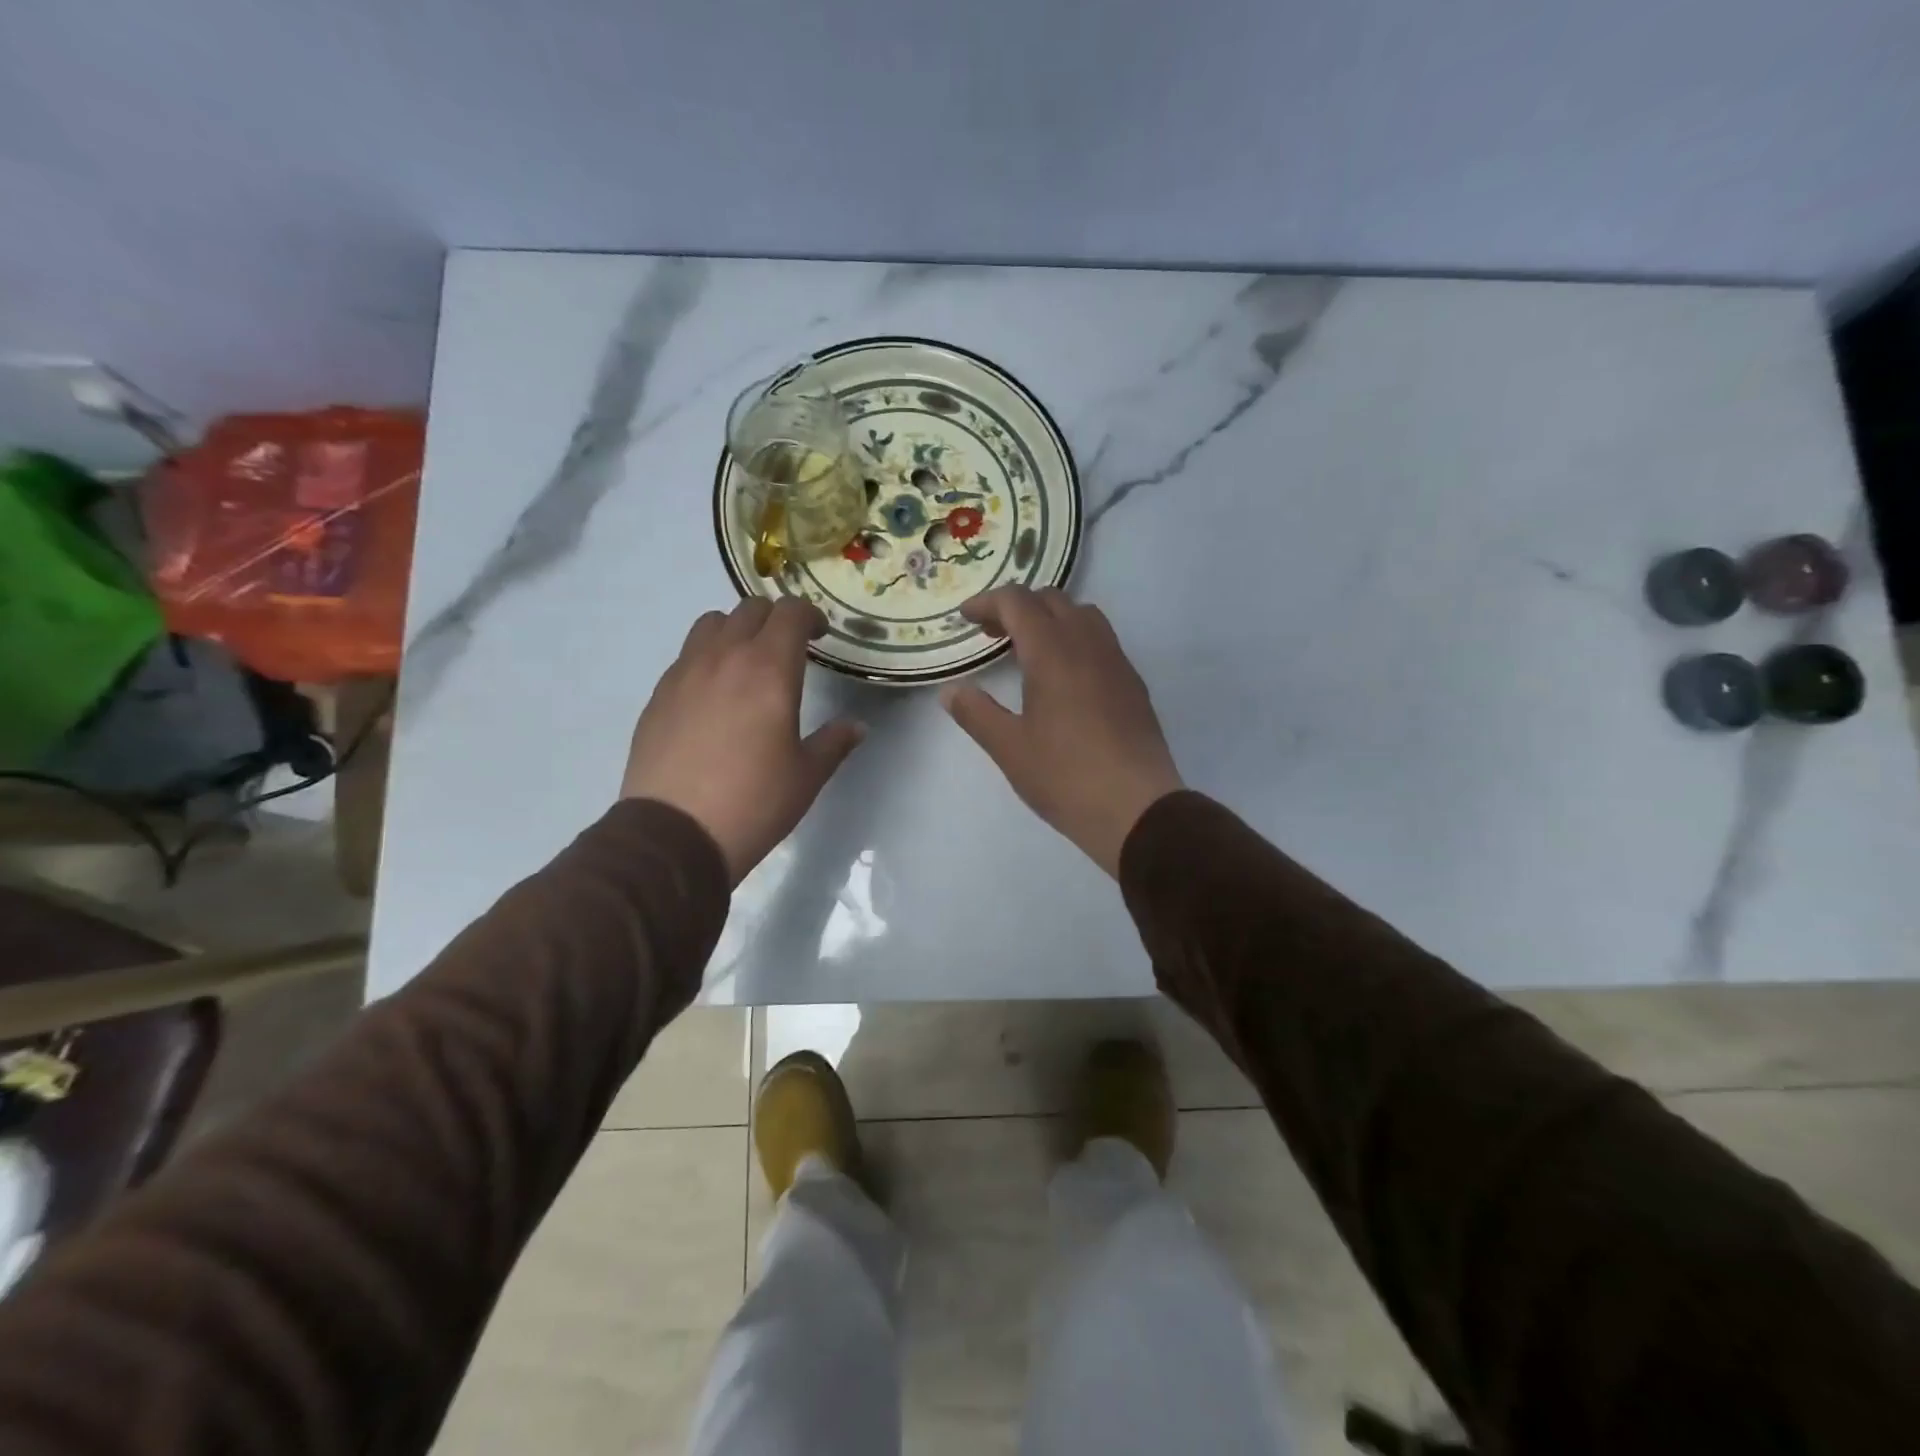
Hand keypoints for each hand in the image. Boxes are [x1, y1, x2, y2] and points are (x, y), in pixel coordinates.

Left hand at [622, 599, 864, 882]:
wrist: (674, 835)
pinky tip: (714, 695)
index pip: (790, 612)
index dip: (809, 615)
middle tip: (789, 648)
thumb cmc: (753, 802)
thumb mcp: (807, 776)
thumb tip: (856, 726)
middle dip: (775, 619)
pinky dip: (706, 658)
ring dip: (736, 630)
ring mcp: (684, 673)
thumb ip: (834, 742)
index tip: (819, 636)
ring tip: (746, 663)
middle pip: (750, 609)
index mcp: (769, 670)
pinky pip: (686, 656)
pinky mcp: (658, 695)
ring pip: (711, 624)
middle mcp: (724, 658)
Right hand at [941, 587, 1182, 876]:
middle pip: (1052, 600)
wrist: (1137, 808)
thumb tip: (950, 691)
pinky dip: (1075, 639)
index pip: (1018, 602)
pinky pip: (1102, 641)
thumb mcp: (1009, 748)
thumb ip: (976, 713)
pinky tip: (1065, 678)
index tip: (966, 618)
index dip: (988, 602)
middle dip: (1018, 607)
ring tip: (1029, 650)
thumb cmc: (1065, 776)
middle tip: (992, 634)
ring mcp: (1117, 662)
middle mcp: (1088, 645)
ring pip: (1083, 615)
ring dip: (1051, 619)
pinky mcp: (1133, 684)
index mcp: (1053, 653)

(Required action): Tell how many lines in the data hold the string "index", giving the number by itself.

(Result of the exercise): 8